魔法少女まどか☆マギカ』や『Re:ゼロから始める異世界生活』、『STEINS;GATE』などの深夜アニメの名作を題材にした研究書「アニメ・エクスペリエンスー深夜アニメ研究の方法」が発売中だ。上智大学文学部哲学科教授でアニメ論でも講座を持つ川口茂雄が、「なぜ、深夜アニメは総合芸術として優れているのか」を明らかにする一冊となる。

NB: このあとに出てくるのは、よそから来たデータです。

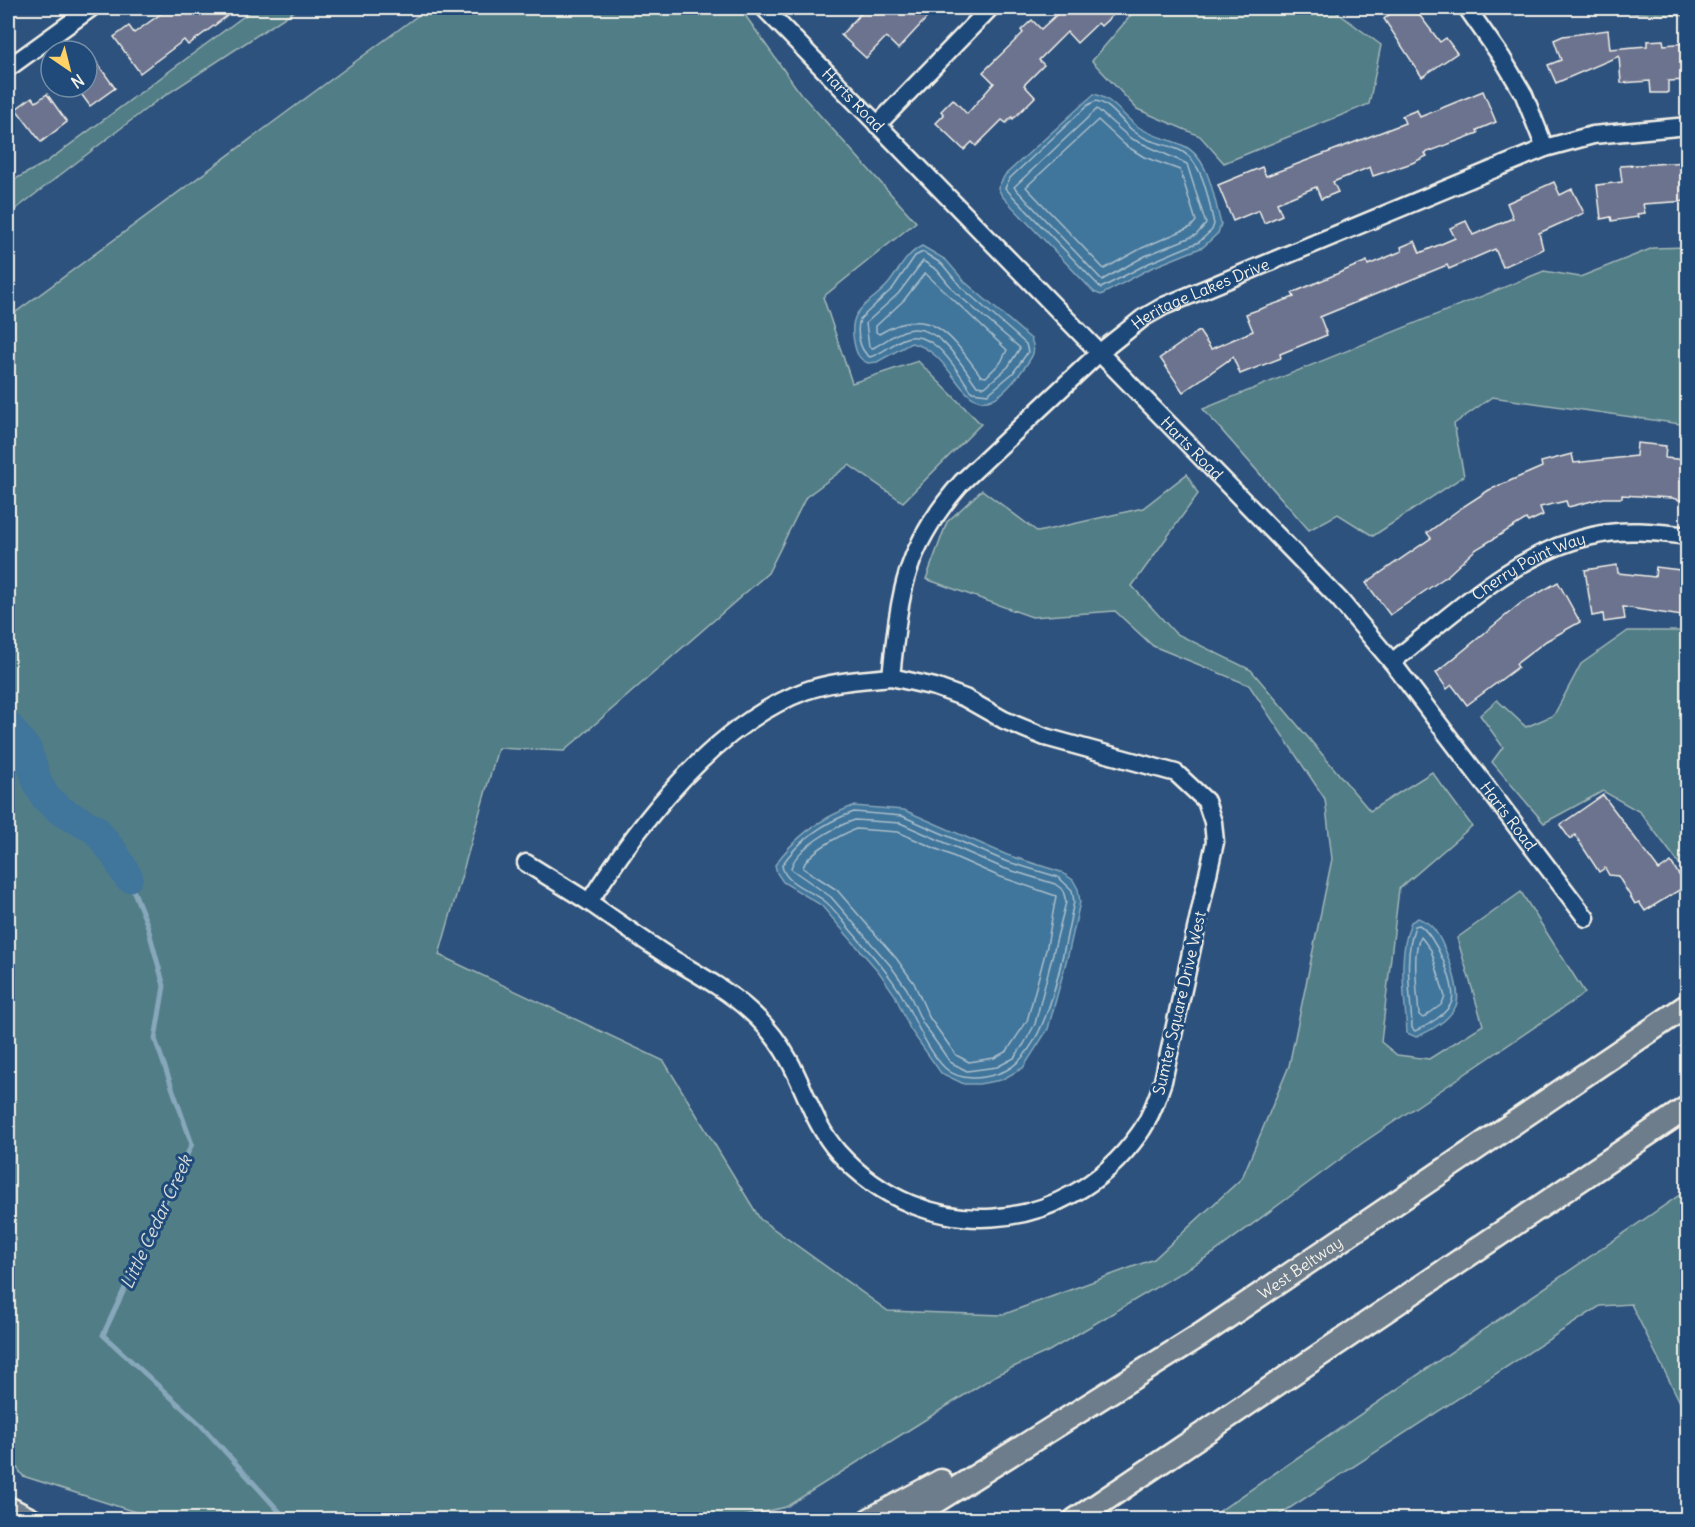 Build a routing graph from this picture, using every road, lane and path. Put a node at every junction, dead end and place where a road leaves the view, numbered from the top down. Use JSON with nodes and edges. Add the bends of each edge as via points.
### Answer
{"nodes":[{"id":1,"x":91,"y":8,"type":"edge"},
{"id":2,"x":764,"y":8,"type":"edge"},
{"id":3,"x":990,"y":8,"type":"edge"},
{"id":4,"x":1467,"y":8,"type":"edge"},
{"id":5,"x":8,"y":68,"type":"edge"},
{"id":6,"x":878,"y":125,"type":"junction"},
{"id":7,"x":1688,"y":126,"type":"edge"},
{"id":8,"x":1545,"y":148,"type":"junction"},
{"id":9,"x":1100,"y":353,"type":"junction"},
{"id":10,"x":1688,"y":536,"type":"edge"},
{"id":11,"x":1392,"y":662,"type":"junction"},
{"id":12,"x":891,"y":677,"type":"junction"},
{"id":13,"x":526,"y":863,"type":"dead end"},
{"id":14,"x":589,"y":902,"type":"junction"},
{"id":15,"x":1586,"y":918,"type":"dead end"},
{"id":16,"x":1688,"y":1005,"type":"edge"},
{"id":17,"x":1688,"y":1107,"type":"edge"},
{"id":18,"x":1199,"y":1336,"type":"junction"},
{"id":19,"x":8,"y":1508,"type":"edge"},
{"id":20,"x":32,"y":1520,"type":"edge"},
{"id":21,"x":869,"y":1520,"type":"edge"},
{"id":22,"x":906,"y":1520,"type":"edge"},
{"id":23,"x":1076,"y":1520,"type":"edge"}],
"edges":[{"from":1,"to":5,"type":"street"},
{"from":2,"to":6,"type":"street","name":"Harts Road"},
{"from":3,"to":6,"type":"street"},
{"from":4,"to":8,"type":"street","via":[[1524,95]]},
{"from":6,"to":9,"type":"street","name":"Harts Road"},
{"from":7,"to":8,"type":"street","name":"Heritage Lakes Drive","via":[[1593,135]]},
{"from":8,"to":9,"type":"street","name":"Heritage Lakes Drive","via":[[1164,306]]},
{"from":9,"to":11,"type":"street","name":"Harts Road","via":[[1339,599]]},
{"from":9,"to":12,"type":"street","name":"Heritage Lakes Drive","via":[[962,482],[927,528],[906,573]]},
{"from":10,"to":11,"type":"street","name":"Cherry Point Way","via":[[1625,532],[1564,543],[1501,576]]},
{"from":11,"to":15,"type":"street","name":"Harts Road"},
{"from":12,"to":14,"type":"street","name":"Sumter Square Drive West","via":[[838,682],[807,690],[771,705],[743,723],[639,828]]},
{"from":12,"to":14,"type":"street","name":"Sumter Square Drive West","via":[[965,698],[1045,737],[1176,772],[1206,801],[1215,842],[1163,1081],[1155,1106],[1139,1134],[1117,1161],[1089,1185],[1060,1203],[1027,1214],[993,1218],[956,1217],[921,1209],[892,1196],[837,1151],[820,1127],[790,1060],[774,1035],[727,993]]},
{"from":13,"to":14,"type":"street","name":"Sumter Square Drive West"},
{"from":16,"to":18,"type":"highway","name":"West Beltway"},
{"from":17,"to":23,"type":"highway"},
{"from":18,"to":21,"type":"highway"},
{"from":18,"to":22,"type":"highway","name":"West Beltway"},
{"from":19,"to":20,"type":"highway"}]}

オペラや人形浄瑠璃と比べても遜色ない総合芸術であるアニメーション作品。なかでも、2006年以降の日本の深夜TVアニメは、世界に誇り得る名作が数多く生み出されてきた。本書「アニメ・エクスペリエンスー深夜アニメ研究の方法」は、それらの作品がなぜ優れているのかについて迫るものだ。印象論や文化論、社会反映論に逃げることなく、作品ごとの構図や編集方法、または各シナリオの文学的検討を通じて明らかにしていく、今までにない哲学的なアニメ研究を行っている。

本文では、2006年以降の深夜アニメについて“16:9の画面で、なにかを合計4時間ほど映す”ことが最小限の形式上の共通点とされた。そのうえで、場面写真も豊富に引用しつつ各作品の印象的なシーンや表現を細かに掘り下げ、その優れた点を分析している。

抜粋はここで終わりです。